My belief is that cloud computing will change the economics of business intelligence (BI) and enable a variety of new analytic data management projects and business possibilities. It does so by making the hardware, networking, security, and software needed to create data marts and data warehouses available on demand with a pay-as-you-go approach to usage and licensing.

A computing cloud, such as the Amazon Elastic Compute Cloud, is composed of thousands of commodity servers running multiple virtual machine instances (VMs) of the applications hosted in the cloud. As customer demand for those applications changes, new servers are added to the cloud or idled and new VMs are instantiated or terminated.

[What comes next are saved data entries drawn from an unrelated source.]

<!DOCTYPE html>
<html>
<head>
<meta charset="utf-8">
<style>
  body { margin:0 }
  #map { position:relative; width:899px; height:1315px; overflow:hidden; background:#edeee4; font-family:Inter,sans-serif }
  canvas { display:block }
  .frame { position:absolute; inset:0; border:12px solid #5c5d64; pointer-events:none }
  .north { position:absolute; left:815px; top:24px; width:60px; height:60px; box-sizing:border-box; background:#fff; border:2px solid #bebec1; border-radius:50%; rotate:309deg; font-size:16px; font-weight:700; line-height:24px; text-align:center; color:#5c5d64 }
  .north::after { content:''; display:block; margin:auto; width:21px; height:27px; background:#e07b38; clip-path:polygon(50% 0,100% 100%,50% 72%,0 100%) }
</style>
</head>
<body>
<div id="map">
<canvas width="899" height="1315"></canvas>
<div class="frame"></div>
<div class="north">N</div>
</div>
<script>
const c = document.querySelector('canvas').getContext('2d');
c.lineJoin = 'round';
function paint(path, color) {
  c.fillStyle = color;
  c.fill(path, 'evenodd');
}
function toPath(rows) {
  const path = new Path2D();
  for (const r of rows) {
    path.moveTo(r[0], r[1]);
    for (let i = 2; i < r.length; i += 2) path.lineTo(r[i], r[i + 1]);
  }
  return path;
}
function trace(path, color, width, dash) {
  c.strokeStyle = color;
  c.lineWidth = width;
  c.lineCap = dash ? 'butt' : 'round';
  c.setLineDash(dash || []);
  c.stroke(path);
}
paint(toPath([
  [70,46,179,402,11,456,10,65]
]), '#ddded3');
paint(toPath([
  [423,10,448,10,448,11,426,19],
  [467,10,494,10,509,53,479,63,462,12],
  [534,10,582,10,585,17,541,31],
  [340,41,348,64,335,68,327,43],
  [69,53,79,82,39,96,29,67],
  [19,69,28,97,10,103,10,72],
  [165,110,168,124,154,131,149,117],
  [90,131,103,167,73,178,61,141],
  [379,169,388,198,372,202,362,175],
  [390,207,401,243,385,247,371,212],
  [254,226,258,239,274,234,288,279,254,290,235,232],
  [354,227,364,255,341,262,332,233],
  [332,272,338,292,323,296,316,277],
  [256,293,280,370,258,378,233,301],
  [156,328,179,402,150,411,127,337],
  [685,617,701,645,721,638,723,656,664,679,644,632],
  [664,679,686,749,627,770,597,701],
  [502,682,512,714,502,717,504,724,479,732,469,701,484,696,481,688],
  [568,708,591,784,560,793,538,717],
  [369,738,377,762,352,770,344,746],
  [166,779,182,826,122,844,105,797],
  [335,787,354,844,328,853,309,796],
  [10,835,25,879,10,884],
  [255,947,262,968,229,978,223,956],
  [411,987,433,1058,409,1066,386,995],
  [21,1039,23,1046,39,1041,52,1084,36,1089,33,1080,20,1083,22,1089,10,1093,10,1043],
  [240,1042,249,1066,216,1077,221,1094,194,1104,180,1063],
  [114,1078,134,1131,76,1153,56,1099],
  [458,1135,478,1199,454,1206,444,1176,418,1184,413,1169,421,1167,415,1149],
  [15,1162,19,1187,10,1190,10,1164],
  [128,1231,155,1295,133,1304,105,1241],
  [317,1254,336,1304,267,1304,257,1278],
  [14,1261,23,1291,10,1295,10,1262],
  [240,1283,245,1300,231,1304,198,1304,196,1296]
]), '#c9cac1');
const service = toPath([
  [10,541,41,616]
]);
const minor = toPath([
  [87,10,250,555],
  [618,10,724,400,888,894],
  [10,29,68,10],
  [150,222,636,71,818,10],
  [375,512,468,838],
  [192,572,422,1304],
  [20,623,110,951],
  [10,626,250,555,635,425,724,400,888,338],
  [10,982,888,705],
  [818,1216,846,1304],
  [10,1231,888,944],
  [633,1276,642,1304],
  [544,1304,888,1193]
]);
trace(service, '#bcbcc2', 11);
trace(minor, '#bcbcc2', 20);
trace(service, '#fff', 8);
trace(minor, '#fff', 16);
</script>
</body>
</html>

Cloud computing infrastructure differs dramatically from the infrastructure underlying most in-house data warehouses and data marts. There are no high-end servers with dozens of CPU cores, SANs, replicated systems, or proprietary data warehousing appliances available in the cloud. Therefore, a new DBMS software architecture is required to enable large volumes of data to be analyzed quickly and reliably on the cloud's commodity hardware. Recent DBMS innovations make this a reality today, and the best cloud DBMS architectures will include:

  1. Shared-nothing, massively parallel processing (MPP) architecture. In order to drive down the cost of creating a utility computing environment, the best cloud service providers use huge grids of identical (or similar) computing elements. Each node in the grid is typically a compute engine with its own attached storage. For a cloud database to successfully "scale out" in such an environment, it is essential that the database have a shared-nothing architecture utilizing the resources (CPU, memory, and disk) found in server nodes added to the cluster. Most databases popularly used in BI today have shared-everything or shared-storage architectures, which will limit their ability to scale in the cloud.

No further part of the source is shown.